--- START ---

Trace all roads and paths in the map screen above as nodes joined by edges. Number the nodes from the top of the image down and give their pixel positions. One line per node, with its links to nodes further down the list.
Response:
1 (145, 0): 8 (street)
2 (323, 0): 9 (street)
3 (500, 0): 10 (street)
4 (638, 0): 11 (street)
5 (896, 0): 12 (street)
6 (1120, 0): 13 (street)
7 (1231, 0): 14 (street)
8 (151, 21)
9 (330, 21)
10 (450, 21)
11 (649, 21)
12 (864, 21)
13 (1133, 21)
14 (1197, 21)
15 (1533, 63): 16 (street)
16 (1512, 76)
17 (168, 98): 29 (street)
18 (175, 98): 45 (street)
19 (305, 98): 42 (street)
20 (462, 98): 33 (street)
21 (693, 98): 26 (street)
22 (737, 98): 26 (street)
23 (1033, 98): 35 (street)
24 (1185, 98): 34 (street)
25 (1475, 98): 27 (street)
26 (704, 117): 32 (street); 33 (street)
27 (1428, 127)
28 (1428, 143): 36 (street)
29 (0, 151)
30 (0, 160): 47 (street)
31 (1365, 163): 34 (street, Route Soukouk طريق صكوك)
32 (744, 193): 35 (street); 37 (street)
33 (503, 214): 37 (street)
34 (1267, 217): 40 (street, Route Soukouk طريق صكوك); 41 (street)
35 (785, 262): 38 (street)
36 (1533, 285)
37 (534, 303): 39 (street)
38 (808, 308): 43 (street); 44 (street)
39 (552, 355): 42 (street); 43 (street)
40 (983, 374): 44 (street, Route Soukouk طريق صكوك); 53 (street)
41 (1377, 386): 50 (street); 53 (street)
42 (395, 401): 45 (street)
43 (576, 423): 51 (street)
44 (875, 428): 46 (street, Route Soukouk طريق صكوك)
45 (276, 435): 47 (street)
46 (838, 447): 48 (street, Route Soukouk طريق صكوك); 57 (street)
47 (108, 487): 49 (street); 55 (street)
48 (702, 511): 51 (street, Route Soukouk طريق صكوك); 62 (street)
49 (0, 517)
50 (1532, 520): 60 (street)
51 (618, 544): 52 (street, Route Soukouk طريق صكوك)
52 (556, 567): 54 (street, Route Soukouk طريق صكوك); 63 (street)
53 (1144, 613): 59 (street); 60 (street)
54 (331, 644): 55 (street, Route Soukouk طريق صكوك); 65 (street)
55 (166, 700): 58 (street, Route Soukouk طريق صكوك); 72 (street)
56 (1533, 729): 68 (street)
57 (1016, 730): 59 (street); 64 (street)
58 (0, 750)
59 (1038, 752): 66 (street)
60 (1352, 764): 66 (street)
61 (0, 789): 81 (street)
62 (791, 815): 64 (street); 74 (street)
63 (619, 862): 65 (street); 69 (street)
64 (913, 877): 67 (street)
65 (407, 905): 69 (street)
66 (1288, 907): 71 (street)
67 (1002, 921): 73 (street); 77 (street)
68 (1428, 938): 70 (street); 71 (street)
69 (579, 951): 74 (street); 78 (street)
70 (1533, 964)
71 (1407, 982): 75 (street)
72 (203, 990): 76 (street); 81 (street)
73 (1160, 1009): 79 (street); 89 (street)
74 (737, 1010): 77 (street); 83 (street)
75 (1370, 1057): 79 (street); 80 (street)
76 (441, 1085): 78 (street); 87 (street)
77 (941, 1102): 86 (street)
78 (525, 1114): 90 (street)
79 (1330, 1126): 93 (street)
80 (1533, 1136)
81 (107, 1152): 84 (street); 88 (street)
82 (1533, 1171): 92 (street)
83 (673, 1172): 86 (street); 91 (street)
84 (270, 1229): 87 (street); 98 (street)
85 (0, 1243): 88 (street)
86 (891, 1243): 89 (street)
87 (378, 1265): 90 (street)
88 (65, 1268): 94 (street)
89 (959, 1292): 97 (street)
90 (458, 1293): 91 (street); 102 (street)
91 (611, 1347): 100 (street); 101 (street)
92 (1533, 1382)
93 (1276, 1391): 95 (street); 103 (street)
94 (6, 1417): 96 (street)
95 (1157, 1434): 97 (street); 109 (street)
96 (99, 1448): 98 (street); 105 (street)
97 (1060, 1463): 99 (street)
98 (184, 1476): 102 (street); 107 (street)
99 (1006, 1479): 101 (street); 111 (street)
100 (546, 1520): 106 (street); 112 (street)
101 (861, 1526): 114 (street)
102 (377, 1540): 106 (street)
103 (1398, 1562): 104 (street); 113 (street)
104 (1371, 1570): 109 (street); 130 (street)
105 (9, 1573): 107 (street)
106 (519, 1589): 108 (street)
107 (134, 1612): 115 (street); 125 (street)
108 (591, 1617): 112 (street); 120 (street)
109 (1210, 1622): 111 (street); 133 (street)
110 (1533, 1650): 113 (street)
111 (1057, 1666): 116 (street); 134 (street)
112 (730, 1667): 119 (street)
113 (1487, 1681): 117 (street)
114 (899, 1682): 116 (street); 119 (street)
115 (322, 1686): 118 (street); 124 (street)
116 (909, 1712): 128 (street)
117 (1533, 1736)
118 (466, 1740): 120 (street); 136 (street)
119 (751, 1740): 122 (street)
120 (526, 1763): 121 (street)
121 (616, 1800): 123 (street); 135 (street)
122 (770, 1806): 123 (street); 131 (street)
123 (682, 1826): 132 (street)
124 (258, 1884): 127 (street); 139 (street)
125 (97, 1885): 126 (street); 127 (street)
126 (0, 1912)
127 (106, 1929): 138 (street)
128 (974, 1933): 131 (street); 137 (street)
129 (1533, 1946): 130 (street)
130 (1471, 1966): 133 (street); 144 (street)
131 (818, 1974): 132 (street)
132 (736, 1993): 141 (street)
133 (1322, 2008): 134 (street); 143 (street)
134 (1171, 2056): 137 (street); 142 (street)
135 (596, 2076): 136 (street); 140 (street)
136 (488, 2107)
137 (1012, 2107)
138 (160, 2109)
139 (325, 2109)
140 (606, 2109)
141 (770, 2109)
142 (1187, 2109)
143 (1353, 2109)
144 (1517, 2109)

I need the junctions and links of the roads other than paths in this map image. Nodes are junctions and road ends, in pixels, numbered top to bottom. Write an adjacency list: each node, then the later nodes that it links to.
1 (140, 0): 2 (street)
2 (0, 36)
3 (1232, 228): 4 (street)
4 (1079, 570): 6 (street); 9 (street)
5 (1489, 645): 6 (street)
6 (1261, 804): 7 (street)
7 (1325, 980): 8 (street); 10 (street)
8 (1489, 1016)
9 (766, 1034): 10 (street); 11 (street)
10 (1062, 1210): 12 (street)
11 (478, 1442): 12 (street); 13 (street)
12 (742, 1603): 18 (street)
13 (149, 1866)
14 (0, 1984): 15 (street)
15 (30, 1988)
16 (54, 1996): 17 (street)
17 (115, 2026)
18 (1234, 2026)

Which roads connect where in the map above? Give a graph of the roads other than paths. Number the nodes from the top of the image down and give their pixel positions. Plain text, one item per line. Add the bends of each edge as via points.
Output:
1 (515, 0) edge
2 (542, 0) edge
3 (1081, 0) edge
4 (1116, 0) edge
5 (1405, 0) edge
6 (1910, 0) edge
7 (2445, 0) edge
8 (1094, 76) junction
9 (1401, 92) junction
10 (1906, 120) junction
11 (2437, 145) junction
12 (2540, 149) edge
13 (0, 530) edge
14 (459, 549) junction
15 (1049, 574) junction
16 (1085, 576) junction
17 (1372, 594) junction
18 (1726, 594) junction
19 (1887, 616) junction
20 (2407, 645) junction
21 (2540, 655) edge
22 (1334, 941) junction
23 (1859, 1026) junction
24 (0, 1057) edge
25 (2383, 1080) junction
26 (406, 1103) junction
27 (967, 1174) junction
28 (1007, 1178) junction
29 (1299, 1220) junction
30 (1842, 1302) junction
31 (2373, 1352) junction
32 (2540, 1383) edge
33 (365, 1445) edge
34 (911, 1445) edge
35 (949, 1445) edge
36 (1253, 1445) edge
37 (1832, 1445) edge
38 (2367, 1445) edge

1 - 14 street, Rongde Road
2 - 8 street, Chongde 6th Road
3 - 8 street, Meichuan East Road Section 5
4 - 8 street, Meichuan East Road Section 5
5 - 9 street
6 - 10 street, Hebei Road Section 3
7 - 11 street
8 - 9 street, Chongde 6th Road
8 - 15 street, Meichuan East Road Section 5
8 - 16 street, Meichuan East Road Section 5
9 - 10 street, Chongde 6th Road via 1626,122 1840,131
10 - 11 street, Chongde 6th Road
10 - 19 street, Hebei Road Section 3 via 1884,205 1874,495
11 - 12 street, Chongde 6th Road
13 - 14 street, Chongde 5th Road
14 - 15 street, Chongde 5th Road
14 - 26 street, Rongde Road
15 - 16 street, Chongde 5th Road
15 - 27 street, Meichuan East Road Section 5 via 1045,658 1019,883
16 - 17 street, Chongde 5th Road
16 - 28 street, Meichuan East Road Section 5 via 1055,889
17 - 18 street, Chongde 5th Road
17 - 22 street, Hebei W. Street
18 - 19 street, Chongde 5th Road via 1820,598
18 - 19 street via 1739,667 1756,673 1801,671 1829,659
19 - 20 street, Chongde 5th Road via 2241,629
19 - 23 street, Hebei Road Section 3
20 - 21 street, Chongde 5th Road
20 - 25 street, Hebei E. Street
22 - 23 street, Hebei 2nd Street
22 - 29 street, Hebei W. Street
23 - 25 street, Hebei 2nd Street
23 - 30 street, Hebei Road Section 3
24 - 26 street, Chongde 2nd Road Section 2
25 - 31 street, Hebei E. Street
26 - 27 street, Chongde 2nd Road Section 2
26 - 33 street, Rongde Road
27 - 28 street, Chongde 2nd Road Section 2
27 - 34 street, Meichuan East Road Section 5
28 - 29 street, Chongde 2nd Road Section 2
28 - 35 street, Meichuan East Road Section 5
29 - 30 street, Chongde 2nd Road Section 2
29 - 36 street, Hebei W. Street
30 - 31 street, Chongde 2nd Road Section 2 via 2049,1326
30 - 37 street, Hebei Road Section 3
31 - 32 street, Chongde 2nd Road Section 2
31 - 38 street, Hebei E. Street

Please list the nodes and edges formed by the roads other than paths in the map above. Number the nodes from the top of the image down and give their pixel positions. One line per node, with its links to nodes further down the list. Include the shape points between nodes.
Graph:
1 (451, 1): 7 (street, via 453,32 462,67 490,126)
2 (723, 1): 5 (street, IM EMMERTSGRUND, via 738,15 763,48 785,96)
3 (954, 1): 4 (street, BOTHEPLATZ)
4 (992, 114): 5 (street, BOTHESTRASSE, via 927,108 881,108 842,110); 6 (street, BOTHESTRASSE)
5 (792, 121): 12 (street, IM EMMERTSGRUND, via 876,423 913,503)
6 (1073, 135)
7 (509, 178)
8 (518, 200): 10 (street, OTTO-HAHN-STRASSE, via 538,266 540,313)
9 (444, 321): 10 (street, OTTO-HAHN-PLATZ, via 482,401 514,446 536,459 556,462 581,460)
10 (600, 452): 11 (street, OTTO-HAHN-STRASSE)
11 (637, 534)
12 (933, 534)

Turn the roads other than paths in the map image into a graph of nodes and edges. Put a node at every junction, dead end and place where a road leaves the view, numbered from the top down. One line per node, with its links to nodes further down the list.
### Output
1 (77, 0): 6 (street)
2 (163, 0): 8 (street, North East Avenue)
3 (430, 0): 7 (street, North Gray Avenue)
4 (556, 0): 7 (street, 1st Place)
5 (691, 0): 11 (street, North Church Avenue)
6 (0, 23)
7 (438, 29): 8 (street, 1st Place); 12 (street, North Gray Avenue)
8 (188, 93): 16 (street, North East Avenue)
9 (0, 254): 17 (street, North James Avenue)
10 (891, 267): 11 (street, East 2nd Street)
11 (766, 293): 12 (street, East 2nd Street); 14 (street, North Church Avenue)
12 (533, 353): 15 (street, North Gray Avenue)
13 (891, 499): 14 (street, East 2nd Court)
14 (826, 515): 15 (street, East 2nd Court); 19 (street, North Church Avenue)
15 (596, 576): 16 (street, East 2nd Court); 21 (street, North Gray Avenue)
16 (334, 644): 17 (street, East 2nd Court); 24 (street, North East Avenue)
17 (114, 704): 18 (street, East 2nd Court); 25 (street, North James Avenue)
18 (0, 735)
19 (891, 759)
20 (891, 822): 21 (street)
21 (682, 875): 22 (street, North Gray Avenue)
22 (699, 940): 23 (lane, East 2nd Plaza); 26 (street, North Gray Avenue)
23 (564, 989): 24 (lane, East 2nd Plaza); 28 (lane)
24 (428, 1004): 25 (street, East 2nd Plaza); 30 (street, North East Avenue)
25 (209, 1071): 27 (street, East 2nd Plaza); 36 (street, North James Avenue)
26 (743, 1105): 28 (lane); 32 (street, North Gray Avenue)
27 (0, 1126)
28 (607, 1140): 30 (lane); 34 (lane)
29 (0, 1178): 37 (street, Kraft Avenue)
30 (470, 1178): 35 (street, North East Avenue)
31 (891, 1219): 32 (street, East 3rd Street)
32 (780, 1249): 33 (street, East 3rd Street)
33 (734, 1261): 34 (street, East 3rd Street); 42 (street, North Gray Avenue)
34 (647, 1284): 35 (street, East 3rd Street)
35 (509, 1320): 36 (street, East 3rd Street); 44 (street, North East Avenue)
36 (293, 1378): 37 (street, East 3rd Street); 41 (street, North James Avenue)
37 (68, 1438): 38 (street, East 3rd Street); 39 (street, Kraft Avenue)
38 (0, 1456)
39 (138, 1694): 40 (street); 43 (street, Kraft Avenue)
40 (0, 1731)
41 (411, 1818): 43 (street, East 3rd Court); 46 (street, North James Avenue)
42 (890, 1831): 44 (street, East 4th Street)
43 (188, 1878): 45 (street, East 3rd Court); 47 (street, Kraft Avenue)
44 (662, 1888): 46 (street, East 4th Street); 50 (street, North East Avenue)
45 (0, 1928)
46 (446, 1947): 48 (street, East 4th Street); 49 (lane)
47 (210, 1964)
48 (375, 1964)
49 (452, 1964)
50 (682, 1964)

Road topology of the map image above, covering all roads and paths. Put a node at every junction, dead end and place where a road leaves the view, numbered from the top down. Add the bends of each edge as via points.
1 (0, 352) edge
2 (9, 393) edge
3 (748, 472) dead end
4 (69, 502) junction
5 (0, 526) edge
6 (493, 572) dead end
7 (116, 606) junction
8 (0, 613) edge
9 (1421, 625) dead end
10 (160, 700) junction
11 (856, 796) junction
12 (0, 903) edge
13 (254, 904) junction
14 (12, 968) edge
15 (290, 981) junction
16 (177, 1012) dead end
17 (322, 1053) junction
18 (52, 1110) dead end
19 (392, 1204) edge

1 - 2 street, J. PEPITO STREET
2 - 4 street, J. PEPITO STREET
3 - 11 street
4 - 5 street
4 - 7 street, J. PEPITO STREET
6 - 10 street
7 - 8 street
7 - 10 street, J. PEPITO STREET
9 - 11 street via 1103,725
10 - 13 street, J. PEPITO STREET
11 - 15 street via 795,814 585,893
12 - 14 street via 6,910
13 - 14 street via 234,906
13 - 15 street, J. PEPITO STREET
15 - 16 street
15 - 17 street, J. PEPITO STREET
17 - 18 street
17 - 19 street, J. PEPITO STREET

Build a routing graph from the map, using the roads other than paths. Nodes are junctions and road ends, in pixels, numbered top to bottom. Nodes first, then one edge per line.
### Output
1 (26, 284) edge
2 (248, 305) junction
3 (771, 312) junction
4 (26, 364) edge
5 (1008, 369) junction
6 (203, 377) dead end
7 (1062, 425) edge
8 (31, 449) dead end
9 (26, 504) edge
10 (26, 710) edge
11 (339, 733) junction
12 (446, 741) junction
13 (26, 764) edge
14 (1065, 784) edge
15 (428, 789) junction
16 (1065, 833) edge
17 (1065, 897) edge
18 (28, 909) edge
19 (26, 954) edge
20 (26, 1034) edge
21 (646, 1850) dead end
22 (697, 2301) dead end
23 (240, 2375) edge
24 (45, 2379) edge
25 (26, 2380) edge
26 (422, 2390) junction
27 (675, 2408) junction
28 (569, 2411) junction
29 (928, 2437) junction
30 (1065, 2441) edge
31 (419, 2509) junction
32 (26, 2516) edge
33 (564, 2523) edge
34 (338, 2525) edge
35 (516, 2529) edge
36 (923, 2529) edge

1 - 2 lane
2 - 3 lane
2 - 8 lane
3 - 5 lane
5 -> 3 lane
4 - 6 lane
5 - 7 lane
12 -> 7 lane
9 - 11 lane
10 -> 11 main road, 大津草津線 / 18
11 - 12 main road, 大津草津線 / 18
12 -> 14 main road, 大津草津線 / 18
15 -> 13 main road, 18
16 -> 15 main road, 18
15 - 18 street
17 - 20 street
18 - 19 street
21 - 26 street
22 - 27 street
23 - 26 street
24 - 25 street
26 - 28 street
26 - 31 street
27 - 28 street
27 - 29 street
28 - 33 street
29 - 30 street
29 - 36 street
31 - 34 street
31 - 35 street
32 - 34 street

--- END ---

* Task instructions *
In the data above, retype exactly and only the lines between the one holding "Road topology of" and the one holding "Build a routing", inclusive.

* Exercise response *
Road topology of the map image above, covering all roads and paths. Put a node at every junction, dead end and place where a road leaves the view, numbered from the top down. Add the bends of each edge as via points.
1 (0, 352) edge
2 (9, 393) edge
3 (748, 472) dead end
4 (69, 502) junction
5 (0, 526) edge
6 (493, 572) dead end
7 (116, 606) junction
8 (0, 613) edge
9 (1421, 625) dead end
10 (160, 700) junction
11 (856, 796) junction
12 (0, 903) edge
13 (254, 904) junction
14 (12, 968) edge
15 (290, 981) junction
16 (177, 1012) dead end
17 (322, 1053) junction
18 (52, 1110) dead end
19 (392, 1204) edge

1 - 2 street, J. PEPITO STREET
2 - 4 street, J. PEPITO STREET
3 - 11 street
4 - 5 street
4 - 7 street, J. PEPITO STREET
6 - 10 street
7 - 8 street
7 - 10 street, J. PEPITO STREET
9 - 11 street via 1103,725
10 - 13 street, J. PEPITO STREET
11 - 15 street via 795,814 585,893
12 - 14 street via 6,910
13 - 14 street via 234,906
13 - 15 street, J. PEPITO STREET
15 - 16 street
15 - 17 street, J. PEPITO STREET
17 - 18 street
17 - 19 street, J. PEPITO STREET

Build a routing graph from the map, using the roads other than paths. Nodes are junctions and road ends, in pixels, numbered top to bottom. Nodes first, then one edge per line.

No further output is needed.